عنوان مقاله [English]
Urban development and increasing population growth have been accompanied by a considerable growth in mechanized shield tunneling. Commonly, precast concrete segments are used as a tunnel lining, which constitutes the largest portion of tunneling costs. The optimum design of lining that decreases tunneling costs requires an accurate evaluation of loads acting on the lining. In this paper, the effects of ground stratification and geometry, position and weight of the
buildings on lining loads are studied. For this purpose, a 3D finite element model is used employing ABAQUS software (Ver. 6.10). The main construction aspects and all main elements of the mechanized excavation are modeled: TBM shield, concrete tunnel lining, support of excavation face, over-excavation, tail gap grouting and progressive hardening of the cement based grout. The geometry of the tunnel, lining segments, the injection grout and surrounding soil properties are adapted from the (under construction) Tabriz urban railway, line 2, project. The results show that ground stratification and building properties have a considerable effect on lining loads, and this effect should be taken into consideration in the design.

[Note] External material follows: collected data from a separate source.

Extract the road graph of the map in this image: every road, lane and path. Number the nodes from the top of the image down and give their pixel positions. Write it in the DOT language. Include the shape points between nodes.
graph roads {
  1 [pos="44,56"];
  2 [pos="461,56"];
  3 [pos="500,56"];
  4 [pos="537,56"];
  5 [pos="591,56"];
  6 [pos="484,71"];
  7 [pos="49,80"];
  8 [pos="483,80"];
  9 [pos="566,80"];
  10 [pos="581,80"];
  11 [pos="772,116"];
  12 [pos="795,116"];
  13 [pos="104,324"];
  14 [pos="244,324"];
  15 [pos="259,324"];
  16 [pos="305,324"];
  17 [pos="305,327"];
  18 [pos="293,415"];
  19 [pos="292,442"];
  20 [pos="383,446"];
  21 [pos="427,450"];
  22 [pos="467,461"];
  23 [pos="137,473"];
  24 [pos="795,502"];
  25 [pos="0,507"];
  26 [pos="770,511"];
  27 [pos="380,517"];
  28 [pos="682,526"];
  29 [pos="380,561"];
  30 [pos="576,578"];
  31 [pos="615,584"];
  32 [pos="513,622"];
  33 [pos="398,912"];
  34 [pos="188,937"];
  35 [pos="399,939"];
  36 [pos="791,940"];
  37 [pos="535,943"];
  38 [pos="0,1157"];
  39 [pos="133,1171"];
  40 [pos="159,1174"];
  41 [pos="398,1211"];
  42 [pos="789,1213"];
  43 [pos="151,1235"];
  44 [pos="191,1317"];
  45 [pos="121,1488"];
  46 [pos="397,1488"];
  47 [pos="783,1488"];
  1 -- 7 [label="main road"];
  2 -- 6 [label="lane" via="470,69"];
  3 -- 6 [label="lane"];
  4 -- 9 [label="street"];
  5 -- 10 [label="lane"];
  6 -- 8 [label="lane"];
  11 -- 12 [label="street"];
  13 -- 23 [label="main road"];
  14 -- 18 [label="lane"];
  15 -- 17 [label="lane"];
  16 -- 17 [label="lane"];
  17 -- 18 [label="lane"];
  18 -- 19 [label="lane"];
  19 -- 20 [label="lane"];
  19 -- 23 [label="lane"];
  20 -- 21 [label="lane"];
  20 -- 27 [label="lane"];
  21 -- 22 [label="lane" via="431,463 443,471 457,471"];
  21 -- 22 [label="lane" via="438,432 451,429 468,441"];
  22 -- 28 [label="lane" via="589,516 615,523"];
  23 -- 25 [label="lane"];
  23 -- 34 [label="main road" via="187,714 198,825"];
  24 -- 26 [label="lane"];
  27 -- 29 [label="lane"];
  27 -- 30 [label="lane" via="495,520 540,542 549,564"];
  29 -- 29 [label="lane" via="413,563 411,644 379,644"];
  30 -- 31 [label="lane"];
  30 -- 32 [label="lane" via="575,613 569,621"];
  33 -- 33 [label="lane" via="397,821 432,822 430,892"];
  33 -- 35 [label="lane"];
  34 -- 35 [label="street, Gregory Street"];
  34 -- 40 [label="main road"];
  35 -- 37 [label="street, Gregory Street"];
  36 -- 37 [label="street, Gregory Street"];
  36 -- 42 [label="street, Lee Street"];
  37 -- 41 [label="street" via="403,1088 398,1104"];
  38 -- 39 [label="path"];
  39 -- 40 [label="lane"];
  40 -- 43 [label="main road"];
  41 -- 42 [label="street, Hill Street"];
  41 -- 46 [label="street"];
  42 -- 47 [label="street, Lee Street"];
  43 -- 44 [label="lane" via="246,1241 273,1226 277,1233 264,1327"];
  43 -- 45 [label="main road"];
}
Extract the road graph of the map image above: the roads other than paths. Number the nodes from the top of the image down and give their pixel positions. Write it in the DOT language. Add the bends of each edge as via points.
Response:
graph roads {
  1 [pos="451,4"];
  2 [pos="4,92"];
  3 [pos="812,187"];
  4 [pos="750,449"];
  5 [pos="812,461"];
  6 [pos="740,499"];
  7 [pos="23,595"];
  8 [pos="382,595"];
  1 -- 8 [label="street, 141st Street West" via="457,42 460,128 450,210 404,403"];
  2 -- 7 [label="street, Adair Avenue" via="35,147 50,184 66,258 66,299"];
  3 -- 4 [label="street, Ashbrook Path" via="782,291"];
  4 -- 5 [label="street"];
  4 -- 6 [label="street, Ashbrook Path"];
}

Based on obtained results for the mentioned case study, surface buildings with 5 and more storeys have a considerable effect on lining loads, especially for shallow tunnels. Also, the geometry of surface buildings influences the internal forces of the lining; increasing both building width and length increases the lining loads. The building width is the most important parameter of the tunnel and surface building interaction; by increasing this parameter, the influence of other parameters increases. Also, by comparison of obtained results in this study with results of 2D analysis, the reliability of 2D models, in order to evaluate lining loads, is investigated. The comparisons show that 3D analysis is superior to 2D analysis, particularly in the presence of surface buildings. The difference between results increases with a decrease in building length and an increase in tunnel depth and building weight.